WHAT IS REQUIRED: From the material beneath, pull every line with the word "anchor".

━━━ EXERCISE MATERIALS ━━━

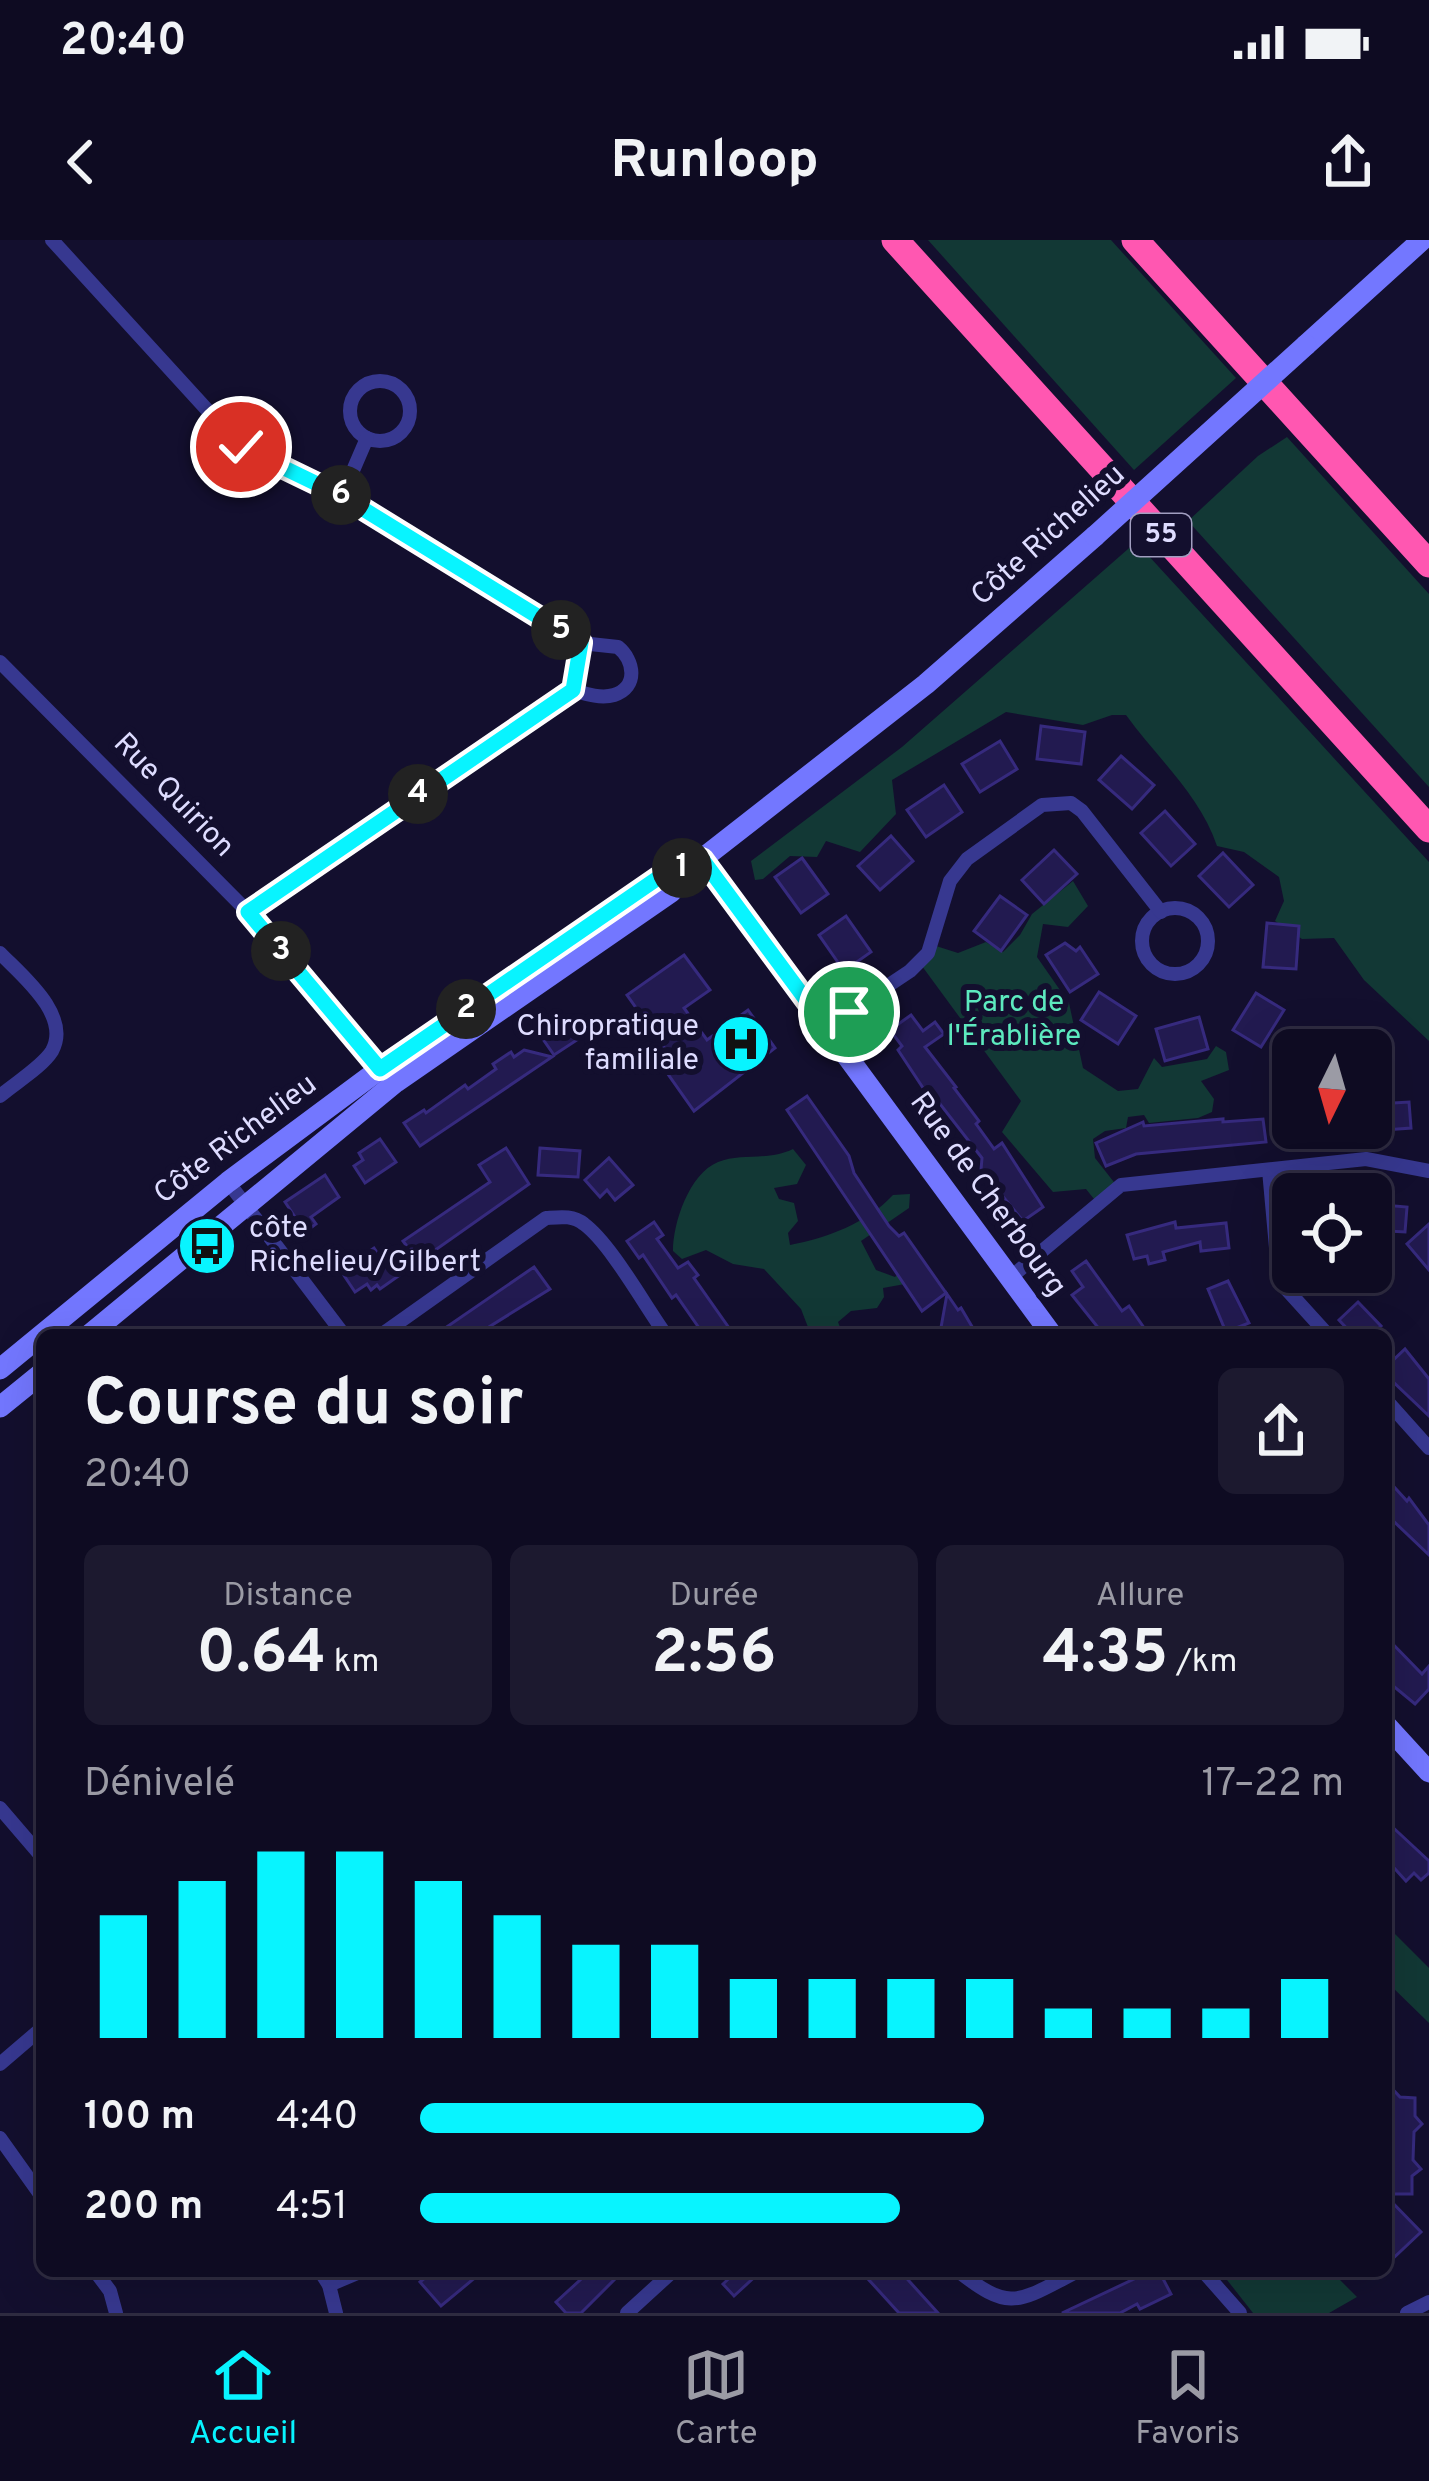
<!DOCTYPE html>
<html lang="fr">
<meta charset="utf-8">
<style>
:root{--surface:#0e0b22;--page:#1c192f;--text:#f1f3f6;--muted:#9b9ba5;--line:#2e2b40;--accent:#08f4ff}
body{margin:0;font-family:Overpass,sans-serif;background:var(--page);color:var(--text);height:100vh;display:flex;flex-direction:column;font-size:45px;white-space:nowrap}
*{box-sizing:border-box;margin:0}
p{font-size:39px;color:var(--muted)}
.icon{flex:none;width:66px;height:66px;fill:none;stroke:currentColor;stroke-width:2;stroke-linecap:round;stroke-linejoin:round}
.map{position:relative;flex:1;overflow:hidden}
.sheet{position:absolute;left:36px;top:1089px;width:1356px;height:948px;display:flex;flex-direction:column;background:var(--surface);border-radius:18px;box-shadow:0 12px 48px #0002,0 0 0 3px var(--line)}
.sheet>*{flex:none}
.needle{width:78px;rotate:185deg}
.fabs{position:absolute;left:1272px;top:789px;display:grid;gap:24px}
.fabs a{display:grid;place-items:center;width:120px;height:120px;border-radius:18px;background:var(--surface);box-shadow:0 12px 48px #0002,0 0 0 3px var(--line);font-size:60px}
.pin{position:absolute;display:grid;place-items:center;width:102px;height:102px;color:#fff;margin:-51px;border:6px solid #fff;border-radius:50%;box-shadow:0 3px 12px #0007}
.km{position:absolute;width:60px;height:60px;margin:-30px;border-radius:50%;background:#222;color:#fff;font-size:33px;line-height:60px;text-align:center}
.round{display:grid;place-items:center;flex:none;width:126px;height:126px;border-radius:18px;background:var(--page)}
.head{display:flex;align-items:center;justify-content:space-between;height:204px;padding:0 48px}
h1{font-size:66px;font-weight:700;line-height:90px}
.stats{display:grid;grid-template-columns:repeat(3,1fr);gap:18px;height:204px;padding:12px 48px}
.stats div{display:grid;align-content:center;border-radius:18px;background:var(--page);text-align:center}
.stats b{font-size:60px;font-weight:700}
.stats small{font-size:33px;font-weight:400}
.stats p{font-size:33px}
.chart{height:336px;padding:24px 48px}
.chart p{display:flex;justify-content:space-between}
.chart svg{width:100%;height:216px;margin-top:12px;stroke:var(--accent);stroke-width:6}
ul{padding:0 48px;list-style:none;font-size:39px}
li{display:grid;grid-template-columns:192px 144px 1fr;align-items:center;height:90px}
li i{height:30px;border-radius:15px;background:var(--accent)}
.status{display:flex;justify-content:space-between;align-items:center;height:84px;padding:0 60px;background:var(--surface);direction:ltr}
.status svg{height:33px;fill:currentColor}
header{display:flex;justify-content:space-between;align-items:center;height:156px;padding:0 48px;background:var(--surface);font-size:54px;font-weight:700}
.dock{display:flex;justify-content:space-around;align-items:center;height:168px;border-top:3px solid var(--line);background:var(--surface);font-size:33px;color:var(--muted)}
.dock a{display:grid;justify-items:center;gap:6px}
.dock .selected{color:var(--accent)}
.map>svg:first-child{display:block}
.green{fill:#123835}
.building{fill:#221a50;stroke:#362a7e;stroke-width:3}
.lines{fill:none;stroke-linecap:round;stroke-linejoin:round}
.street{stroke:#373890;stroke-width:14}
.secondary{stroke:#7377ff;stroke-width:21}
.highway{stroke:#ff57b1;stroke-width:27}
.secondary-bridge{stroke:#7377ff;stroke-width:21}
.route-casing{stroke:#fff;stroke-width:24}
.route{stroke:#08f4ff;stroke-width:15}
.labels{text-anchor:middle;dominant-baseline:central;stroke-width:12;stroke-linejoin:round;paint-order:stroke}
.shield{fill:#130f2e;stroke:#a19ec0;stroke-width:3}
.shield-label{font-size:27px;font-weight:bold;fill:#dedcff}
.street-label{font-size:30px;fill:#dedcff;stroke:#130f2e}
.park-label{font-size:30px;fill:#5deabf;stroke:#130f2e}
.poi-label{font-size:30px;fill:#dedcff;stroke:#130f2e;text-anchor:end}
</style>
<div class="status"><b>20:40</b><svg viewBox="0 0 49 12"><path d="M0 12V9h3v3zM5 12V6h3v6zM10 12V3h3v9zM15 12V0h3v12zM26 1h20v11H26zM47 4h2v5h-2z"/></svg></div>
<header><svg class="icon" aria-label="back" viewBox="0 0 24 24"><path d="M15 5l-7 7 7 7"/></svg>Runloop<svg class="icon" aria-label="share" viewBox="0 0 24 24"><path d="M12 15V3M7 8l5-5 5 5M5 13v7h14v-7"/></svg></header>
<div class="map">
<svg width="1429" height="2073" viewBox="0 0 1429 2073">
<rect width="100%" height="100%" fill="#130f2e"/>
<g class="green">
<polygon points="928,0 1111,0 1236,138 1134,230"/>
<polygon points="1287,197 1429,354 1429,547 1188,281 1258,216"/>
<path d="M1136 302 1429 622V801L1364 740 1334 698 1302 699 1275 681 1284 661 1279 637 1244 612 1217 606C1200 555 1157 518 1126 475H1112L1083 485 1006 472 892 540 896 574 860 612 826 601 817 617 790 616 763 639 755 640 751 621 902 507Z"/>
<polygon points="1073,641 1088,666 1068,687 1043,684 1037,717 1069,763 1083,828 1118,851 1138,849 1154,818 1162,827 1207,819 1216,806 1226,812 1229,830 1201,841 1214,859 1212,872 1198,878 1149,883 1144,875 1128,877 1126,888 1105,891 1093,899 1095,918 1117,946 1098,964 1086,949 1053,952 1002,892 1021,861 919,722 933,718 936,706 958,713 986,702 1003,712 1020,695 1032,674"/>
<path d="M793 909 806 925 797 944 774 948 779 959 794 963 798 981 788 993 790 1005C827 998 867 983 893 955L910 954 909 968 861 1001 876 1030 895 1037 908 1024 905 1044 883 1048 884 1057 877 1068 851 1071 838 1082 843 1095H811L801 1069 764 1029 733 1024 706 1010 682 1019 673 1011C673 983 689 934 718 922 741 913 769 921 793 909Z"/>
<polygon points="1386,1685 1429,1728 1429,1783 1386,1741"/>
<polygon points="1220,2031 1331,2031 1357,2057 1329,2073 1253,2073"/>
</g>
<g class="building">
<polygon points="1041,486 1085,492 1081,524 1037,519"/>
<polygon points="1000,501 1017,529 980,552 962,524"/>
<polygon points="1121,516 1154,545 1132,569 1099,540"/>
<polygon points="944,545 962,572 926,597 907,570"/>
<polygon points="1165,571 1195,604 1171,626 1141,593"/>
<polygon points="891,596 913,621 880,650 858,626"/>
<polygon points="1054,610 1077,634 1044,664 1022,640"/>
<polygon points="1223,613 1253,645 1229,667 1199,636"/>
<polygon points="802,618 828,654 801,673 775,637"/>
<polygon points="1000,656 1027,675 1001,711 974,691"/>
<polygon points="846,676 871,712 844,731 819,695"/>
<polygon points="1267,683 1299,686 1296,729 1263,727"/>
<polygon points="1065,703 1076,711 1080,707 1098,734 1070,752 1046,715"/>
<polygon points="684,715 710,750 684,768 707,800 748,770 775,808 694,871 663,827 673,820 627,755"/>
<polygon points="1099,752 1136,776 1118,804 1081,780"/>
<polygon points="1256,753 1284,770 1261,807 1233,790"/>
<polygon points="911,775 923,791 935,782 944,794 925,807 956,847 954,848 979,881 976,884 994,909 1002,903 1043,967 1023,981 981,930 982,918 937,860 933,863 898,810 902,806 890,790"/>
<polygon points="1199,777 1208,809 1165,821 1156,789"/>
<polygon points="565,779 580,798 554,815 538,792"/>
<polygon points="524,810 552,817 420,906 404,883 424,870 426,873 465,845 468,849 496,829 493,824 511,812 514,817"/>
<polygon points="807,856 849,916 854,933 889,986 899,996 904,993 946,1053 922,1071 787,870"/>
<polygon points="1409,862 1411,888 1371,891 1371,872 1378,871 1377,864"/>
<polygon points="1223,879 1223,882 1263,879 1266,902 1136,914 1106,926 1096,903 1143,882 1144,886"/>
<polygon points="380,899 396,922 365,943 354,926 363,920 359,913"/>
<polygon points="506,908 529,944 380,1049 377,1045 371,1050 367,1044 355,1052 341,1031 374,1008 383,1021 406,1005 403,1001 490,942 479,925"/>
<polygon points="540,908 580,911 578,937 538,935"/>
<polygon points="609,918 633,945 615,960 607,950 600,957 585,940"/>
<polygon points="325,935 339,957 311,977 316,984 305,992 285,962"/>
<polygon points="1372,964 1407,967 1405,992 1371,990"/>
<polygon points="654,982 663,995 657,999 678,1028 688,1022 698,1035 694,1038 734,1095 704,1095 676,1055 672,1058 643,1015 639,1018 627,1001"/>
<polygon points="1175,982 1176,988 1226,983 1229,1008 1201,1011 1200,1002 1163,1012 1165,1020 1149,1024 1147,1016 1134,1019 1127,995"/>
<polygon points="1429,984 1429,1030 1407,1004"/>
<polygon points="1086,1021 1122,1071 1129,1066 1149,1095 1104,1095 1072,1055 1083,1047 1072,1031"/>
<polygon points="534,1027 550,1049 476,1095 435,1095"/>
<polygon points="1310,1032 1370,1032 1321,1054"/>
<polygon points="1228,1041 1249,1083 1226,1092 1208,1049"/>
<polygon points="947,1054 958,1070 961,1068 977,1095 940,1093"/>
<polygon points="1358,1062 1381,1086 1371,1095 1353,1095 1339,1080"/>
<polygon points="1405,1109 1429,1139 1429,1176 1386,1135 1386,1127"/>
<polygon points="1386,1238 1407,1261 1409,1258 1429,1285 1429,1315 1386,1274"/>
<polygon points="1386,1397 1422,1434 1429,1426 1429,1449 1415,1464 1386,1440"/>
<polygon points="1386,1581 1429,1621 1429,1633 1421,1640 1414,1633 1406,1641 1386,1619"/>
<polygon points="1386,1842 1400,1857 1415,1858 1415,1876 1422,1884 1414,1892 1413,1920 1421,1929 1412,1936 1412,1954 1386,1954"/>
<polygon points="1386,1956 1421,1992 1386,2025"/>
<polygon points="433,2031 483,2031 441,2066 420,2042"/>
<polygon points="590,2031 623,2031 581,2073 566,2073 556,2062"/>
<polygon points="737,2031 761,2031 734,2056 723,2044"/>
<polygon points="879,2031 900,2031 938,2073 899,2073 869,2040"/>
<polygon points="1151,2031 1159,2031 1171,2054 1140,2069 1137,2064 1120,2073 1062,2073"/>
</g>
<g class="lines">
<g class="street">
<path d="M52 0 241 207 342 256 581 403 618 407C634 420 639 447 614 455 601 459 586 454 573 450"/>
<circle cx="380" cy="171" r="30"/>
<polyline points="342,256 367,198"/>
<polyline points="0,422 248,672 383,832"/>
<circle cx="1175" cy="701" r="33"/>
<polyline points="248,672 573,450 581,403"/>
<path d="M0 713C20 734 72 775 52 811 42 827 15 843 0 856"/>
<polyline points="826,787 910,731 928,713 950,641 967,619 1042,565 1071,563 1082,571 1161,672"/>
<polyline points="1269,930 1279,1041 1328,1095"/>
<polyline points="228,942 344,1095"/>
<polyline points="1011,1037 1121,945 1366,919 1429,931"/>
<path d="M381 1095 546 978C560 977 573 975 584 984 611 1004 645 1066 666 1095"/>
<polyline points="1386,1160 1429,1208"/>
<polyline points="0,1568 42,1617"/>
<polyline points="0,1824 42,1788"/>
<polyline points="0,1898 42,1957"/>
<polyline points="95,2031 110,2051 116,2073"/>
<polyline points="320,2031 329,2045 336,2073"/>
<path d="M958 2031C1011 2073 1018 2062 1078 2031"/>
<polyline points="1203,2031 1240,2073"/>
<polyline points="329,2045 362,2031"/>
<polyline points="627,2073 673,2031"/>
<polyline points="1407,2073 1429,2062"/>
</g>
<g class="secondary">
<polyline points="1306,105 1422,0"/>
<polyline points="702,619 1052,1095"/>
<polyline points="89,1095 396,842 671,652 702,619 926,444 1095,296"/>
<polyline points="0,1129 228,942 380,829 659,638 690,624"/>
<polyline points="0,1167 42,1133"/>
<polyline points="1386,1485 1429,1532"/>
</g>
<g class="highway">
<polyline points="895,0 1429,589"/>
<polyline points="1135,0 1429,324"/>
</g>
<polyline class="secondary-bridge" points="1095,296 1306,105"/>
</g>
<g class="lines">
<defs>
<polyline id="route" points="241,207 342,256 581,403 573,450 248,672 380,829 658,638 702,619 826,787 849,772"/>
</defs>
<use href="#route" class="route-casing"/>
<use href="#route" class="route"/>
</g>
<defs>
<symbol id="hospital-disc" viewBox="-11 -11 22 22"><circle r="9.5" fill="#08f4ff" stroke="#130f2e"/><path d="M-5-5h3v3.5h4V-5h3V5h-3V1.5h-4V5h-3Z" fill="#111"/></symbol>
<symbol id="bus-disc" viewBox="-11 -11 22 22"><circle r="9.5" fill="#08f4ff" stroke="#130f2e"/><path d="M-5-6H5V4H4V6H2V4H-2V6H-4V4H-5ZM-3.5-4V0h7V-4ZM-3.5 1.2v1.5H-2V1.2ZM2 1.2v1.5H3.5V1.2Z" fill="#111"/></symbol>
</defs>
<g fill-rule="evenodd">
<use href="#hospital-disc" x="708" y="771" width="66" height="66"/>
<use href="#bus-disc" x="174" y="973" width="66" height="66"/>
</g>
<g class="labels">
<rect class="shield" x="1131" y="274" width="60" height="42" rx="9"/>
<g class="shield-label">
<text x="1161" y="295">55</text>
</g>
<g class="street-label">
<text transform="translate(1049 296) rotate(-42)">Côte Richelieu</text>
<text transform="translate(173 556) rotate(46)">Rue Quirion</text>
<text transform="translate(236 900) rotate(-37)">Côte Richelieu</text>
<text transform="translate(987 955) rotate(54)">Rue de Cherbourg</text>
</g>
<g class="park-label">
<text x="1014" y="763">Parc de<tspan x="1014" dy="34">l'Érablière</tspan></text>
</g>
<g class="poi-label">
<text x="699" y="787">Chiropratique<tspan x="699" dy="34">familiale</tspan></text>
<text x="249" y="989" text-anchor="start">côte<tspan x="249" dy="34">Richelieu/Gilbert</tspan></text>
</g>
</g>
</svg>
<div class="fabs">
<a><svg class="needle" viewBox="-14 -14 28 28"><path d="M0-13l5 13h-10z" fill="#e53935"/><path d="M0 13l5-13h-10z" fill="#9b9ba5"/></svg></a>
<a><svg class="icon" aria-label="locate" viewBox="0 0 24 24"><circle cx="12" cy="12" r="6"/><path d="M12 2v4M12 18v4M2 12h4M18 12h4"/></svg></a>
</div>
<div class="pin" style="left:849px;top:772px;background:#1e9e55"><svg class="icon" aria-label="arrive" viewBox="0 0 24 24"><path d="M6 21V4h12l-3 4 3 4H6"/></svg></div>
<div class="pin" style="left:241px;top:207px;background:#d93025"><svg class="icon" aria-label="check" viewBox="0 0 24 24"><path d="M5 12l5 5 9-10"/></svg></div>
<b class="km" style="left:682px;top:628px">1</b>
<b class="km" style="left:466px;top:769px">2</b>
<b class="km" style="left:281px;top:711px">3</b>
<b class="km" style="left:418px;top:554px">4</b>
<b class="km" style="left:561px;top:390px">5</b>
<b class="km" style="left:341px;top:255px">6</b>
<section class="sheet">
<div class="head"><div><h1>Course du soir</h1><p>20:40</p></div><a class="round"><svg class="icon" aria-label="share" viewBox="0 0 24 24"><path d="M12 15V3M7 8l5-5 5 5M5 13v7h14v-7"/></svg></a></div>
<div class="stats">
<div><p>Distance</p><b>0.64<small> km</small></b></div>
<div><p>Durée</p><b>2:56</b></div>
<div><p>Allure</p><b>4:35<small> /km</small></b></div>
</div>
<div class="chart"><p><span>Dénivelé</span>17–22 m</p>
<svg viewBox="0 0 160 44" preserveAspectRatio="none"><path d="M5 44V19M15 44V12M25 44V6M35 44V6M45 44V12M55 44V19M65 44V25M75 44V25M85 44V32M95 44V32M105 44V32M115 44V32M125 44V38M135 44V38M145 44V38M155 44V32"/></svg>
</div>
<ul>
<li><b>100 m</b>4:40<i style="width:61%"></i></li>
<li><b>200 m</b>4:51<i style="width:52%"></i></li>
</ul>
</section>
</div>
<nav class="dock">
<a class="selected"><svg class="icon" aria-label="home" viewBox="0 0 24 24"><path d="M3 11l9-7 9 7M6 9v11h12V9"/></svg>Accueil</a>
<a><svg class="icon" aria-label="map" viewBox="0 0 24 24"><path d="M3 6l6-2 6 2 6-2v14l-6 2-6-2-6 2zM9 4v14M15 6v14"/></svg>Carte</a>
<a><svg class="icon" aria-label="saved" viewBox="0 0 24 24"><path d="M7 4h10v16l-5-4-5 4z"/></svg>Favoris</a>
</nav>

━━━

RESULT OF THE TASK:
.labels{text-anchor:middle;dominant-baseline:central;stroke-width:12;stroke-linejoin:round;paint-order:stroke}
.poi-label{font-size:30px;fill:#dedcff;stroke:#130f2e;text-anchor:end}
<text x="249" y="989" text-anchor="start">côte<tspan x="249" dy="34">Richelieu/Gilbert</tspan></text>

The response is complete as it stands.